Aditya Kumar’s unique mobile cycle school is a landmark of sorts in Lucknow-visible in the slums and streets every day for the last 18 years! Aditya has been tutoring slum children who have never seen the inside of a school or classroom, without charging them even a paisa. He carries all his teaching tools on a bicycle that he pedals some 50 to 60 km a day, teaching at five to six locations from 10 am to 7 pm. While the slum children are taught in Hindi, he takes English lessons for youngsters looking for jobs. He is a travelling teacher who does not need a classroom. As he cycles around the city, he is constantly on the lookout for children on the streets who show an interest in learning English. Extremely poor himself, his passion to help the poorest with education is what has sustained him.
Kumar launched ‘Aditya ki Shiksha Kranti’ almost two decades ago, in a bid to teach English to youngsters who could not afford conversational English classes. Interestingly, he now has many keen students from the shanties, who are working on improving their English.
A Science graduate of DAV College, Kanpur, Kumar comes from a poverty-stricken family in Salempur village of Kayamganj area in Farrukhabad. While in school, he worked as a labourer and simultaneously finished his education. Kumar left his village of 400 residents in 1992 and came to Kanpur. His motive was to “get the fear of English” out of the minds of students. Kumar said that while he was doing his B.Sc, he feared angrezi (English) in which he was expected to be conversant. The fear always haunted him, so much so that he decided to take the language “head-on”. He decided not only to overcome the fear of English himself but also to teach English to the children of slum-dwellers. By 1995, he was the owner of a second-hand bicycle. He had learnt to “read and write good English”. Soon, he started an “English-speaking school”, which would run mostly on his bicycle, of course.
Life was not easy when he first came to Lucknow to earn a living. For a month he lived at the Charbagh railway station that became his second home. Right there, students collected around him and he tutored them. In due course, those students who could not afford to pay a fee but wanted to learn English also came. Initially, he refused to teach without being paid. “But each time I refused a student I felt bad. One day I just decided to teach everyone who wanted to learn English,” Kumar adds with a smile.
“No one will teach anyone for free, but he is doing it. Today if you don’t know English you won’t get a good job. Sir is helping us to realise our dream,” said Rishi Chaudhary, who is preparing for an examination for the post of a probationary officer in a bank.
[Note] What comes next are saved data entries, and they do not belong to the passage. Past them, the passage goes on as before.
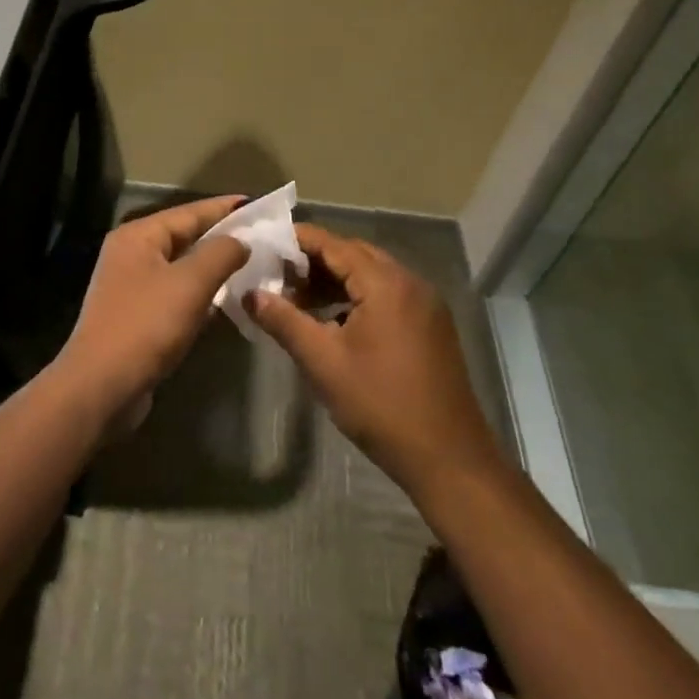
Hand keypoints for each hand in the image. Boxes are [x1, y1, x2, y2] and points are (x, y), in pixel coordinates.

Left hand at [58, 195, 249, 422]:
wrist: (102, 386)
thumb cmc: (146, 326)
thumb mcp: (190, 283)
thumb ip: (220, 254)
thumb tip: (241, 241)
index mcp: (138, 237)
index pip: (189, 212)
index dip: (225, 209)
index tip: (259, 205)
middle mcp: (132, 255)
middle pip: (185, 238)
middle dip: (223, 238)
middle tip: (264, 238)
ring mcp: (132, 288)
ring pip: (182, 269)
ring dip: (215, 269)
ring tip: (254, 266)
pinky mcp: (138, 317)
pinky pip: (177, 295)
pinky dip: (201, 295)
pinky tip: (228, 302)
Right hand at [246, 224, 497, 497]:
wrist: (448, 458)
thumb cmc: (380, 405)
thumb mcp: (323, 362)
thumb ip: (284, 321)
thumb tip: (251, 294)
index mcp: (386, 284)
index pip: (334, 244)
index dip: (298, 241)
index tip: (265, 243)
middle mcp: (410, 283)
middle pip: (355, 255)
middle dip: (315, 261)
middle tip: (277, 275)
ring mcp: (426, 305)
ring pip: (373, 275)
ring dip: (336, 281)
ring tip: (299, 300)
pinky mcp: (431, 326)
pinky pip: (388, 295)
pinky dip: (358, 298)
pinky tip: (334, 322)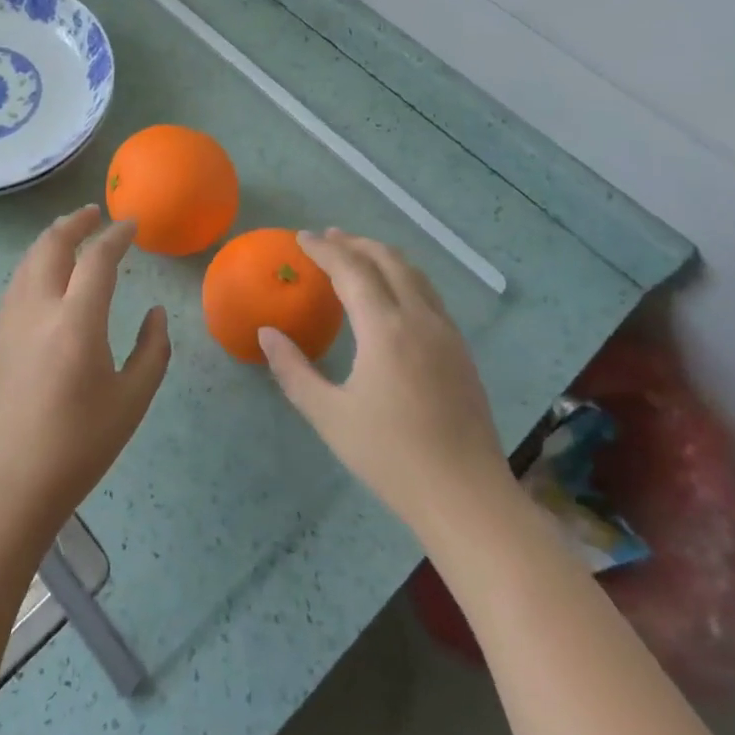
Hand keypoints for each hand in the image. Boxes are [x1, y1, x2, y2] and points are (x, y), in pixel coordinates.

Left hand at [0, 205, 170, 540]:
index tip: (132, 225)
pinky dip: (35, 262)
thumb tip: (156, 313)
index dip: (117, 236)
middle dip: (75, 222)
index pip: (98, 259)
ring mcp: (9, 320)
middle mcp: (38, 309)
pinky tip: (47, 274)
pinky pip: (17, 282)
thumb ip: (152, 350)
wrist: (10, 484)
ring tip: (71, 233)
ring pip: (28, 260)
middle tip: (95, 213)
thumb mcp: (132, 401)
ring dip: (51, 238)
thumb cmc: (79, 446)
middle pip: (51, 244)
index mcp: (76, 323)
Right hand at [258, 229, 509, 531]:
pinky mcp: (461, 351)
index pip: (352, 270)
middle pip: (388, 260)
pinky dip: (403, 277)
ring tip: (358, 255)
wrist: (467, 497)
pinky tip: (392, 294)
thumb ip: (293, 370)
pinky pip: (429, 294)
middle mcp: (420, 319)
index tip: (301, 238)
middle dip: (356, 243)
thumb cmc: (391, 457)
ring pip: (414, 274)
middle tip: (328, 238)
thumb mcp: (329, 416)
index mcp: (385, 329)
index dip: (325, 249)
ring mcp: (446, 333)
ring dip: (382, 256)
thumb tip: (267, 334)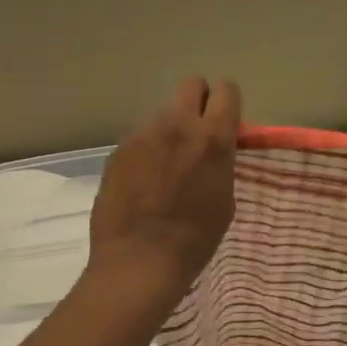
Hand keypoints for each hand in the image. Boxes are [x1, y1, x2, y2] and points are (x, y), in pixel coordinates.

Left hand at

“I would teach students wherever I got any-by the roadside, in parks, near slums, wherever. I had a board on my bicycle, and students would just read it and stop me. I was one of them, I understood what it meant to be poor and without support,” Aditya says, with a grim expression. When aspiring to be a bureaucrat and to join the Indian Administrative Service or the Provincial Civil Services, he decided to make a living from giving tuitions, all he made in Kanpur per month was a measly Rs.300.
Having pedalled in Kanpur and then in Lucknow for over one lakh kilometres by now, he says he has faced rough times. He has been the target of violence, and people have been suspicious of his motives and beaten him up for sitting with a bunch of boys and girls along the roadside.” Then I put up a small board on the cycle, announcing-Aditya Master Saheb. Things have improved, and on and off there are even people who tip me with Rs.100 for food and tea.”
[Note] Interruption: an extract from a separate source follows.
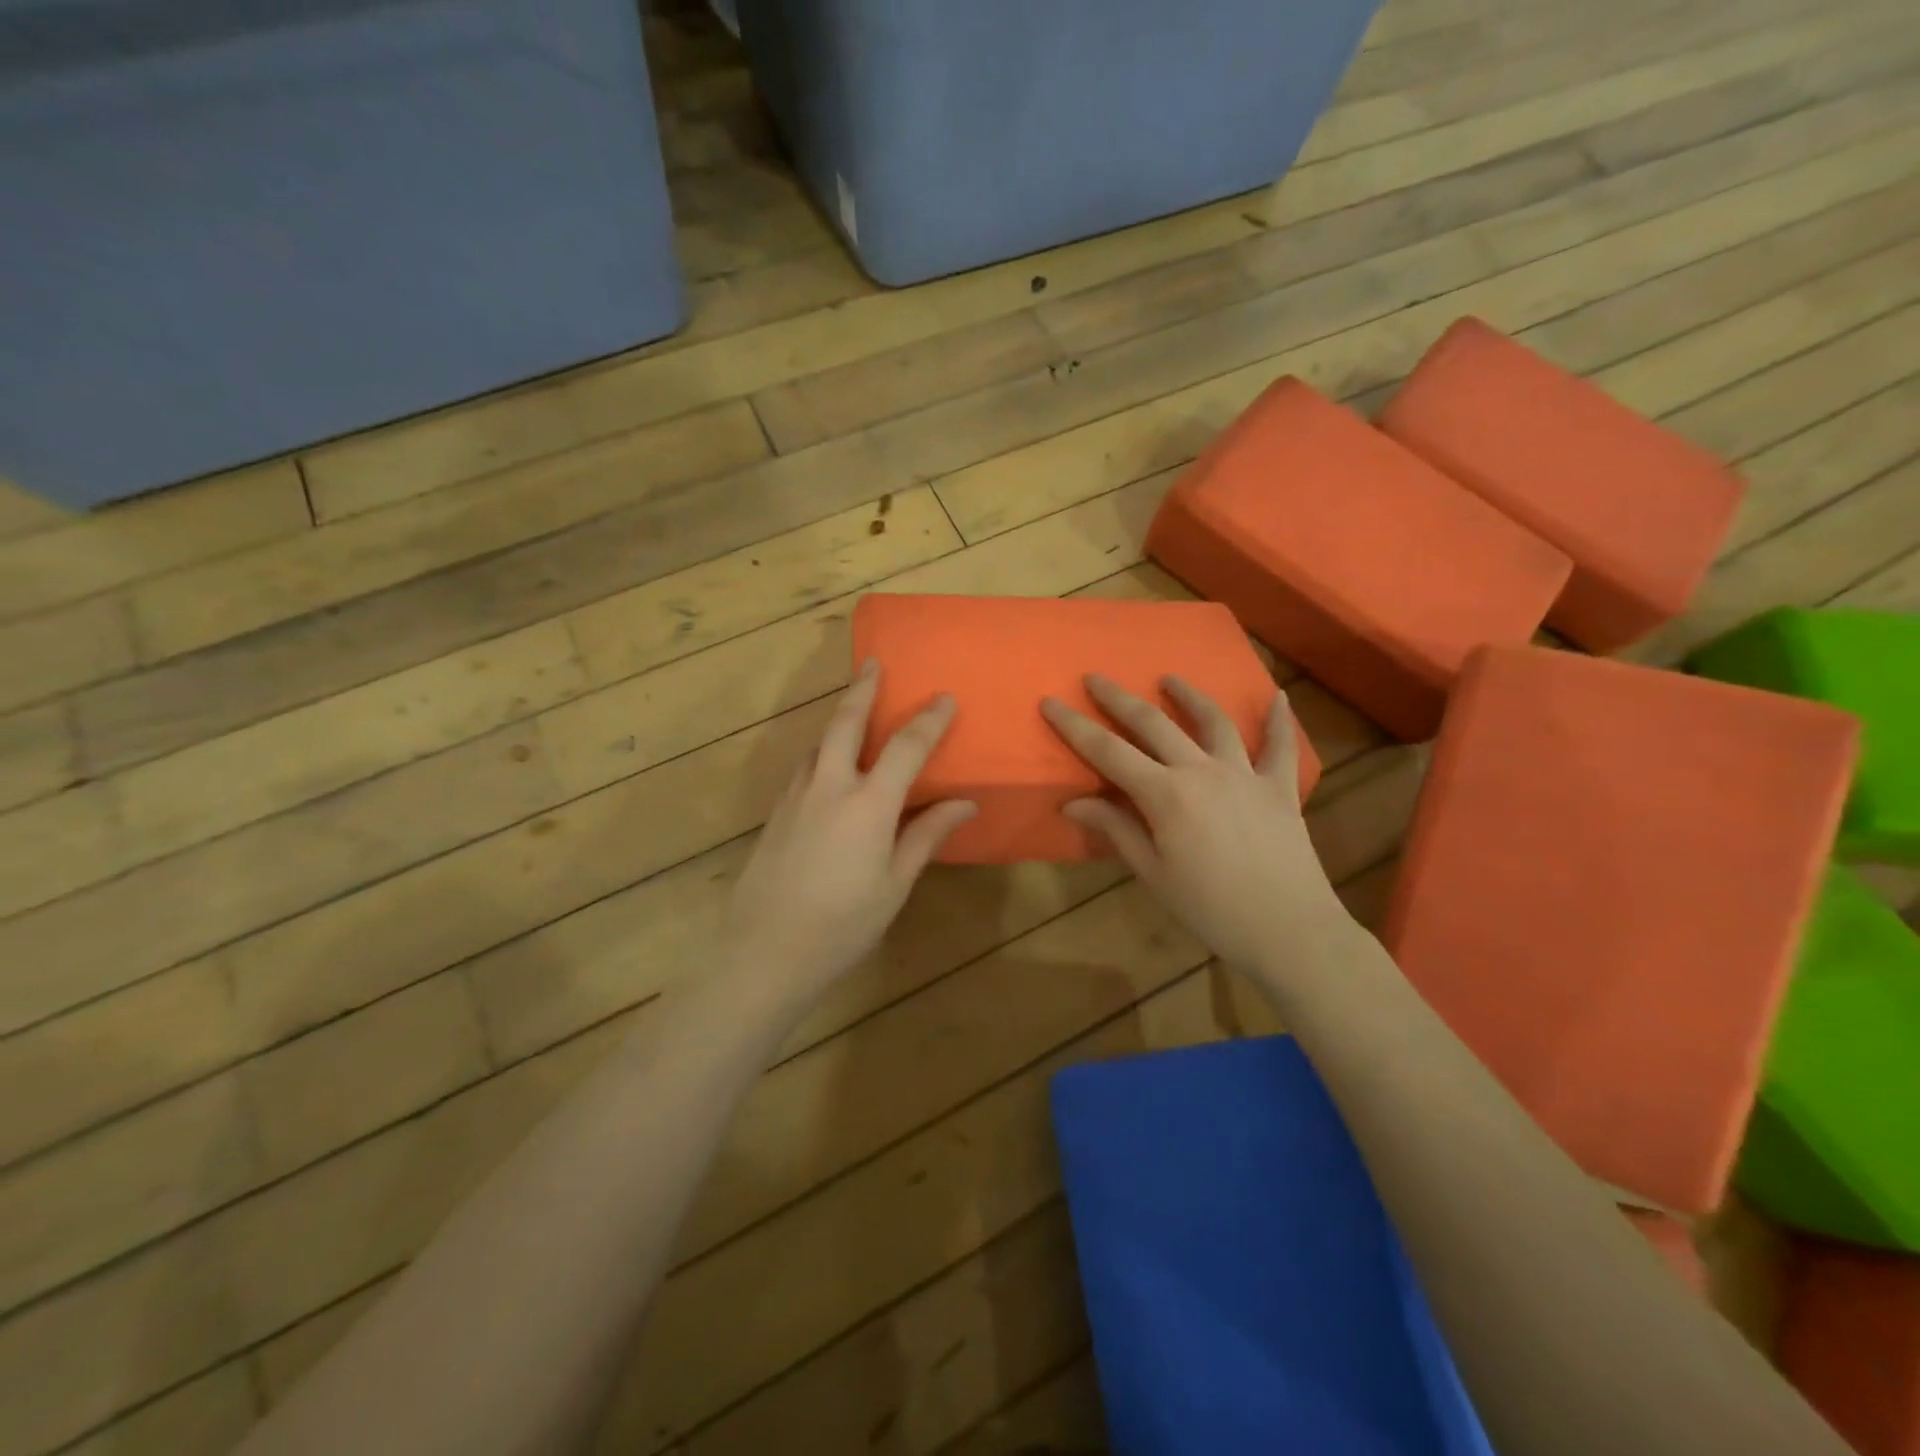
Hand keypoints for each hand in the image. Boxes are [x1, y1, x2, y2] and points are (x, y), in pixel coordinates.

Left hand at [724, 660, 976, 994]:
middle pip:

Living in a room admeasuring just five square feet at Nishatganj that was offered to him by a compassionate man, Aditya remarks on life’s ironies: when he first began, he had no students. These days, he has no dearth of students, as girls especially flock around him to learn English in the hope of finding work at call centres and as receptionists. It is ironic that the state government spends crores of rupees on education, but cannot offer him support. Kumar’s classes are presently being conducted at Balu Adda, Kudiya Ghat and Samta Mulak Chauraha in Lucknow. Aditya teaches over 2,000 students in a given month. Over the last twenty years, he has taught at least one lakh students, he says.